**What the task asks:** Please retype all the data below exactly, line for line.

[Provided data]

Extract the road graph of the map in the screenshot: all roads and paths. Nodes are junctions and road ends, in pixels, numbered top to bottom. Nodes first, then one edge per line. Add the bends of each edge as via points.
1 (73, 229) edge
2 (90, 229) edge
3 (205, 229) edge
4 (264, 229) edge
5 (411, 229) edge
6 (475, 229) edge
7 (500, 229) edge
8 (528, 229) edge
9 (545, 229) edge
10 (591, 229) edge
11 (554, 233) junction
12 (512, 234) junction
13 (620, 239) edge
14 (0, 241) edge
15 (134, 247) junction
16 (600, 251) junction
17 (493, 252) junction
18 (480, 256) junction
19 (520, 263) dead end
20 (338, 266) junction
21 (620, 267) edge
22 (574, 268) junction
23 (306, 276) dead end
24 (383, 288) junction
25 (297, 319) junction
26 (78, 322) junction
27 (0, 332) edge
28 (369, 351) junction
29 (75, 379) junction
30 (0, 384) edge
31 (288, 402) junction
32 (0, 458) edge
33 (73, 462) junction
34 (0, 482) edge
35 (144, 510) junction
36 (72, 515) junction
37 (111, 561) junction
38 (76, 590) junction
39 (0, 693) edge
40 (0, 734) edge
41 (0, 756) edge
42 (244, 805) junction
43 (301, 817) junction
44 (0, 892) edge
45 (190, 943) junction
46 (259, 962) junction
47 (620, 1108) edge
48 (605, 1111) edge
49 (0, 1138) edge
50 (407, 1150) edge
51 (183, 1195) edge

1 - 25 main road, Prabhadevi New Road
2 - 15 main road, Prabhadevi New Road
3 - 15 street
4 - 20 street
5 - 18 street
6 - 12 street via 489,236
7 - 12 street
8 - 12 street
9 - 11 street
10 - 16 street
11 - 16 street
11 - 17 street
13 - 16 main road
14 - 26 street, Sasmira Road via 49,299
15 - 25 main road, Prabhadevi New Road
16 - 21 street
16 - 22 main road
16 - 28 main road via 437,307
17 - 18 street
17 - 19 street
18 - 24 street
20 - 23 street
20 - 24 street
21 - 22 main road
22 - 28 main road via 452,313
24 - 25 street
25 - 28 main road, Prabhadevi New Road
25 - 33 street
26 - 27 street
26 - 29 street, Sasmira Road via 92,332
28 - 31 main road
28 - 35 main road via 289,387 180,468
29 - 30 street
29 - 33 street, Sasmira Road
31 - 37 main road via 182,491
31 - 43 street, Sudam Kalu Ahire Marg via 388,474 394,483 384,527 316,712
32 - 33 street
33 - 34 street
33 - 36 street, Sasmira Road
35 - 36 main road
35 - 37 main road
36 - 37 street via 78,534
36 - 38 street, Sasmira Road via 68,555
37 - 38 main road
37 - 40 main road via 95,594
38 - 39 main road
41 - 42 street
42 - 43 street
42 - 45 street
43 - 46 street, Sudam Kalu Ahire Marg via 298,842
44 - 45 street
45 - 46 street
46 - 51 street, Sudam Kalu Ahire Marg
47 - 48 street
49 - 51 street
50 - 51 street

[/Provided data]

**Result below:**
Extract the road graph of the map in the screenshot: all roads and paths. Nodes are junctions and road ends, in pixels, numbered top to bottom. Nodes first, then one edge per line. Add the bends of each edge as via points.
1 (73, 229) edge
2 (90, 229) edge
3 (205, 229) edge
4 (264, 229) edge
5 (411, 229) edge
6 (475, 229) edge
7 (500, 229) edge
8 (528, 229) edge
9 (545, 229) edge
10 (591, 229) edge
11 (554, 233) junction
12 (512, 234) junction
13 (620, 239) edge
14 (0, 241) edge
15 (134, 247) junction
16 (600, 251) junction
17 (493, 252) junction
18 (480, 256) junction
19 (520, 263) dead end
20 (338, 266) junction
21 (620, 267) edge
22 (574, 268) junction
23 (306, 276) dead end
24 (383, 288) junction
25 (297, 319) junction
26 (78, 322) junction
27 (0, 332) edge
28 (369, 351) junction
29 (75, 379) junction
30 (0, 384) edge
31 (288, 402) junction
32 (0, 458) edge
33 (73, 462) junction
34 (0, 482) edge
35 (144, 510) junction
36 (72, 515) junction
37 (111, 561) junction
38 (76, 590) junction
39 (0, 693) edge
40 (0, 734) edge
41 (0, 756) edge
42 (244, 805) junction
43 (301, 817) junction
44 (0, 892) edge
45 (190, 943) junction
46 (259, 962) junction
47 (620, 1108) edge
48 (605, 1111) edge
49 (0, 1138) edge
50 (407, 1150) edge
51 (183, 1195) edge

1 - 25 main road, Prabhadevi New Road
2 - 15 main road, Prabhadevi New Road
3 - 15 street
4 - 20 street
5 - 18 street
6 - 12 street via 489,236
7 - 12 street
8 - 12 street
9 - 11 street
10 - 16 street
11 - 16 street
11 - 17 street
13 - 16 main road
14 - 26 street, Sasmira Road via 49,299
15 - 25 main road, Prabhadevi New Road
16 - 21 street
16 - 22 main road
16 - 28 main road via 437,307
17 - 18 street
17 - 19 street
18 - 24 street
20 - 23 street
20 - 24 street
21 - 22 main road
22 - 28 main road via 452,313
24 - 25 street
25 - 28 main road, Prabhadevi New Road
25 - 33 street
26 - 27 street
26 - 29 street, Sasmira Road via 92,332
28 - 31 main road
28 - 35 main road via 289,387 180,468
29 - 30 street
29 - 33 street, Sasmira Road
31 - 37 main road via 182,491
31 - 43 street, Sudam Kalu Ahire Marg via 388,474 394,483 384,527 316,712
32 - 33 street
33 - 34 street
33 - 36 street, Sasmira Road
35 - 36 main road
35 - 37 main road
36 - 37 street via 78,534
36 - 38 street, Sasmira Road via 68,555
37 - 38 main road
37 - 40 main road via 95,594
38 - 39 main road
41 - 42 street
42 - 43 street
42 - 45 street
43 - 46 street, Sudam Kalu Ahire Marg via 298,842
44 - 45 street
45 - 46 street
46 - 51 street, Sudam Kalu Ahire Marg
47 - 48 street
49 - 51 street
50 - 51 street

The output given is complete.